The authors evaluate SKILLSVOTE on two benchmarks, showing that both offline and online evolution improve performance across different task types. Results indicate that skill recommendation enhances the utility of the library by filtering out harmful or irrelevant skills, leading to more consistent gains. Offline evolution transfers skills from historical trajectories to unseen tasks, improving performance on both benchmarks. Online evolution yields smaller but positive gains, with recommendation helping to mitigate negative transfer from poorly matched skills. Task-conditioned recommendation improves the balance of skill exposure, reducing harmful effects and enhancing overall performance.

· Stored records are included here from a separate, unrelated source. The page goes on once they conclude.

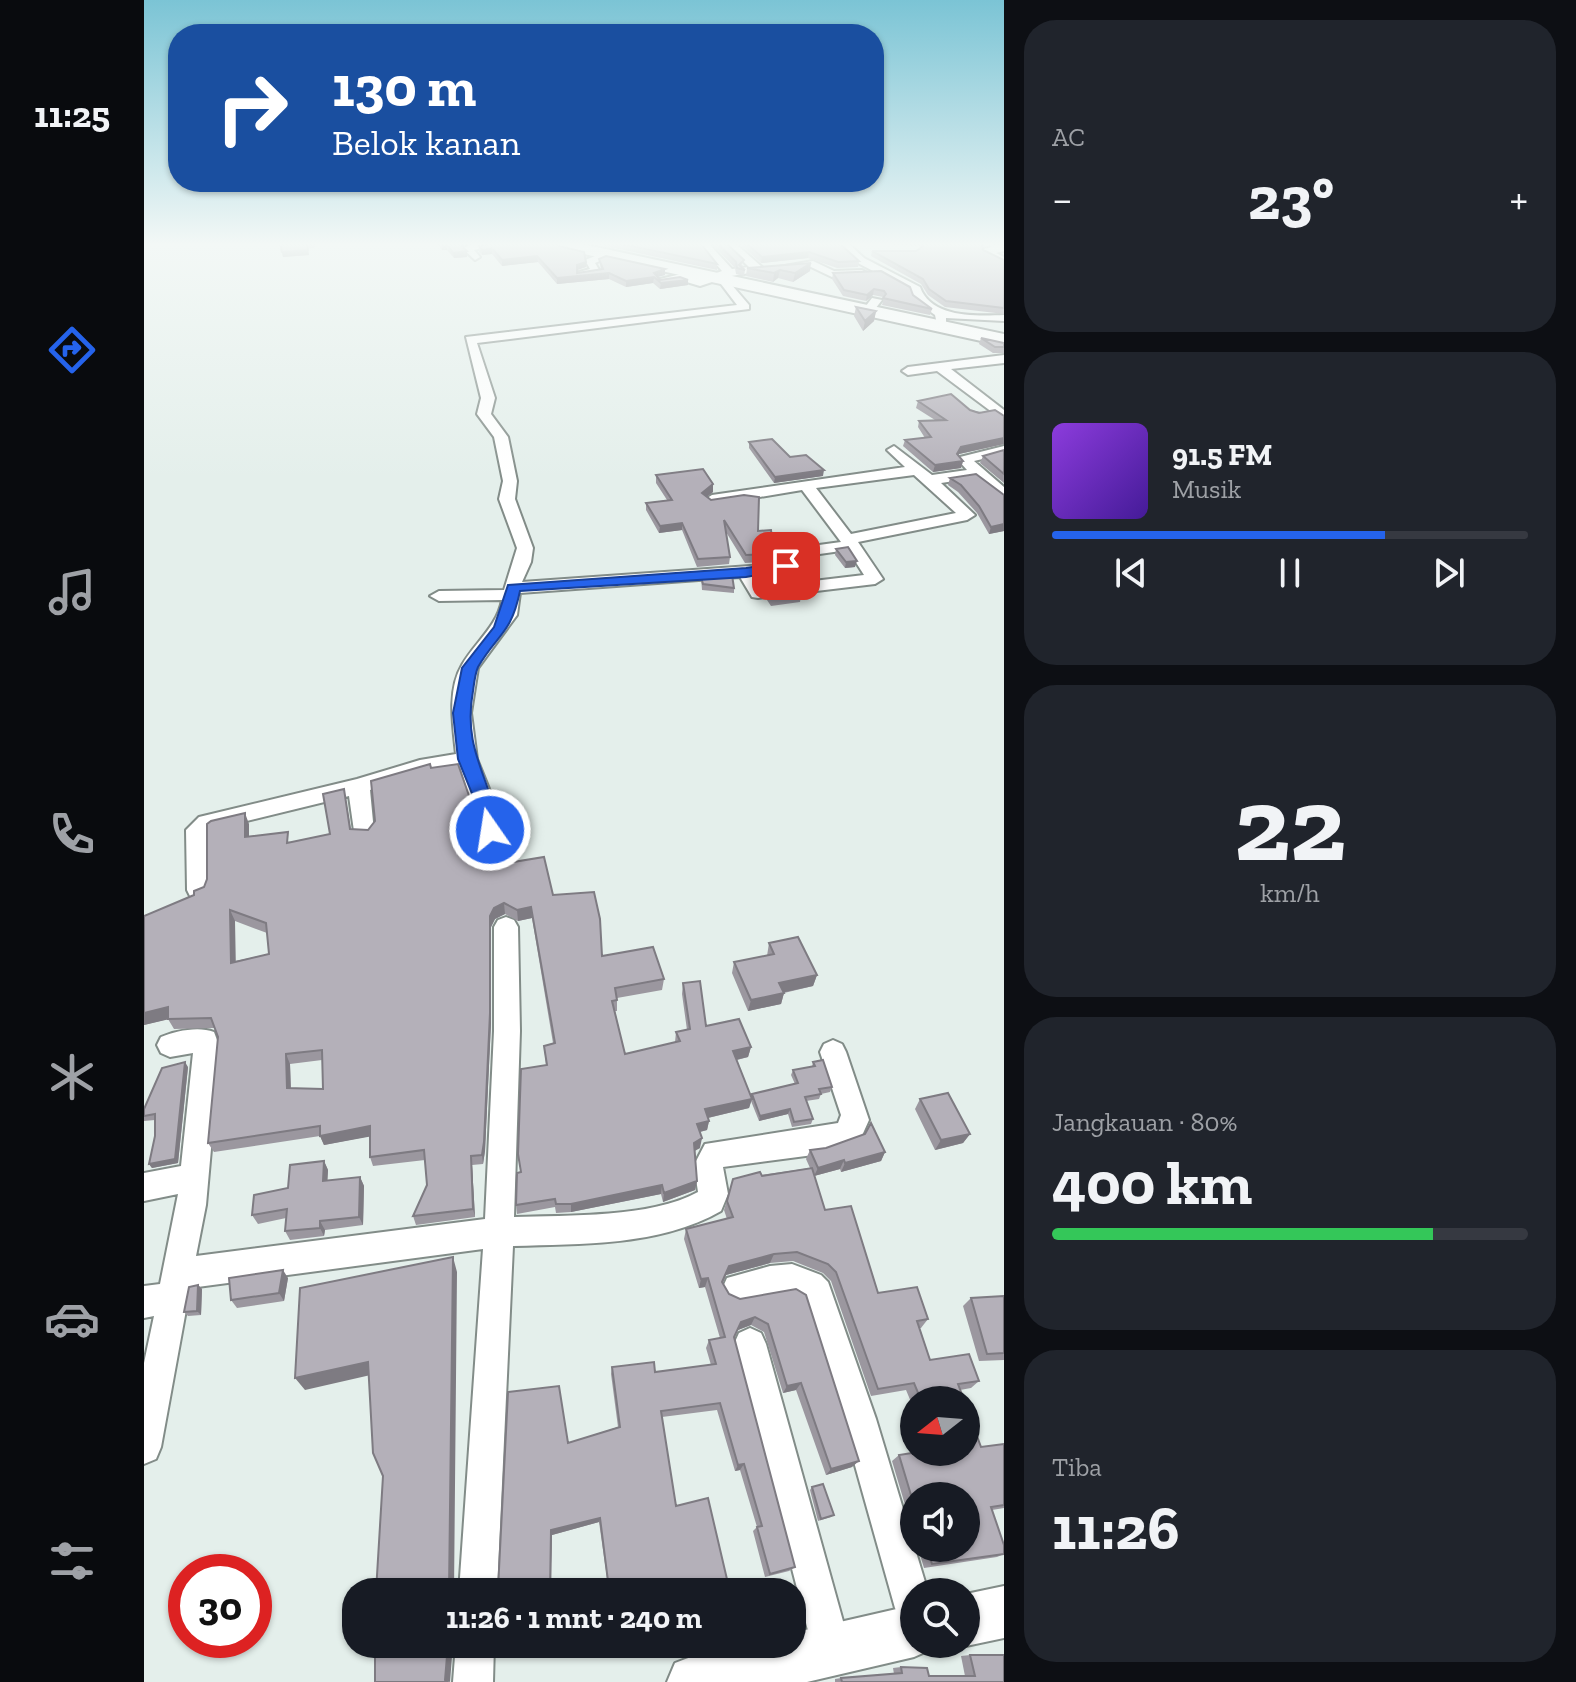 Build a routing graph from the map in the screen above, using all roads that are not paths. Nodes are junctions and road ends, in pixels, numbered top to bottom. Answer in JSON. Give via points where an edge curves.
{"nodes":[{"id":1,"x":612,"y":322,"type":"edge"},
{"id":2,"x":949,"y":322,"type":"edge"},
{"id":3,"x":1004,"y":340,"type":"edge"},
{"id":4,"x":1004,"y":359,"type":"edge"},
{"id":5,"x":940,"y":367,"type":"junction"},
{"id":6,"x":908,"y":371,"type":"dead end"},
{"id":7,"x":1004,"y":417,"type":"edge"},
{"id":8,"x":894,"y":450,"type":"dead end"},
{"id":9,"x":1004,"y":450,"type":"edge"},
{"id":10,"x":978,"y":473,"type":"junction"},
{"id":11,"x":923,"y":475,"type":"junction"},
{"id":12,"x":806,"y":485,"type":"junction"},
{"id":13,"x":1004,"y":495,"type":"edge"},
{"id":14,"x":712,"y":500,"type":"edge"},
{"id":15,"x":850,"y":542,"type":"junction"},
{"id":16,"x":746,"y":572,"type":"junction"},
{"id":17,"x":513,"y":591,"type":"junction"},
{"id":18,"x":439,"y":596,"type":"dead end"},
{"id":19,"x":467,"y":759,"type":"junction"},
{"id":20,"x":359,"y":786,"type":"junction"},
{"id":21,"x":490,"y":830,"type":"dead end"},
{"id":22,"x":363,"y":832,"type":"edge"},
{"id":23,"x":198,"y":890,"type":"edge"},
{"id":24,"x":506,"y":927,"type":"dead end"},
{"id":25,"x":170,"y":1045,"type":"dead end"},
{"id":26,"x":833,"y":1052,"type":"dead end"},
{"id":27,"x":194,"y":1177,"type":"junction"},
{"id":28,"x":144,"y":1187,"type":"edge"},
{"id":29,"x":499,"y":1232,"type":"junction"},
{"id":30,"x":738,"y":1289,"type":"dead end"},
{"id":31,"x":165,"y":1291,"type":"edge"},
{"id":32,"x":750,"y":1344,"type":"dead end"},
{"id":33,"x":144,"y":1447,"type":"edge"},
{"id":34,"x":479,"y":1578,"type":"edge"},
{"id":35,"x":905,"y":1578,"type":"edge"},
{"id":36,"x":1004,"y":1612,"type":"edge"},
{"id":37,"x":980,"y":1617,"type":"edge"},
{"id":38,"x":900,"y":1634,"type":"edge"},
{"id":39,"x":832,"y":1650,"type":"junction"},
{"id":40,"x":474,"y":1658,"type":"edge"},
{"id":41,"x":473,"y":1682,"type":"edge"},
{"id":42,"x":694,"y":1682,"type":"edge"}],
"edges":[{"from":1,"to":17,"type":"street","via":[[470,339],[488,398],[484,414],[501,437],[510,481],[507,499],[525,548]]},
{"from":2,"to":3,"type":"main road"},
{"from":4,"to":5,"type":"street"},
{"from":5,"to":6,"type":"street"},
{"from":5,"to":7,"type":"street"},
{"from":8,"to":11,"type":"street"},
{"from":9,"to":10,"type":"street","via":[[965,460]]},
{"from":10,"to":11,"type":"street"},
{"from":10,"to":13,"type":"street"},
{"from":11,"to":12,"type":"street"},
{"from":11,"to":15,"type":"street","via":[[967,515]]},
{"from":12,"to":14,"type":"street"},
{"from":12,"to":15,"type":"street"},
{"from":15,"to":16,"type":"street","via":[[781,554],[785,568]]},
{"from":15,"to":16,"type":"street","via":[[875,579],[758,593]]},
{"from":16,"to":17,"type":"street"},
{"from":17,"to":18,"type":"street"},
{"from":17,"to":19,"type":"street","via":[[501,628],[476,656],[467,678],[460,724]]},
{"from":19,"to":20,"type":"street"},
{"from":19,"to":21,"type":"street"},
{"from":20,"to":22,"type":"street"},
{"from":20,"to":23,"type":"street","via":[[207,823],[197,830]]},
{"from":24,"to":29,"type":"street"},
{"from":25,"to":27,"type":"street","via":[[205,1040]]},
{"from":26,"to":29,"type":"street","via":[[855,1115],[848,1132],[715,1154],[708,1165],[711,1201],[680,1215],[598,1227]]},
{"from":27,"to":28,"type":"street"},
{"from":27,"to":31,"type":"street"},
{"from":29,"to":31,"type":"street"},
{"from":29,"to":34,"type":"street"},
{"from":30,"to":35,"type":"street","via":[[798,1279],[809,1282],[817,1293]]},
{"from":31,"to":33,"type":"street"},
{"from":32,"to":39,"type":"street"},
{"from":36,"to":37,"type":"street"},
{"from":38,"to":39,"type":"street"},
{"from":39,"to":42,"type":"street"},
{"from":40,"to":41,"type":"street"}]}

The authors analyze the impact of recommendation on skill library performance in both online and offline settings, showing that recommendation mitigates negative transfer by filtering harmful skill exposure. Results indicate that offline evolution produces a more effective skill library than online evolution, and that recommendation enhances the utility of both types of libraries by improving the balance between positive and negative task-level contributions. Recommendation reduces negative transfer by filtering harmful skill exposure in both online and offline settings. Offline evolution produces a more effective skill library than online evolution, as evidenced by stronger gains in the offline setting. Recommendation improves the balance between positive and negative task-level contributions, enhancing overall library utility.
The authors evaluate SKILLSVOTE across multiple benchmarks by comparing offline and online evolution strategies against a no-skill baseline. Results indicate that offline evolution consistently yields stronger performance gains across all difficulty levels by effectively transferring historical skills to unseen tasks, whereas online evolution provides more modest but reliable improvements, particularly on complex tasks. The integration of task-conditioned recommendation further validates its capacity to filter out irrelevant or harmful skills, effectively mitigating negative transfer and balancing task-level contributions in both settings. Overall, the experiments demonstrate that evolutionary skill exposure combined with targeted recommendation significantly enhances model performance and library utility.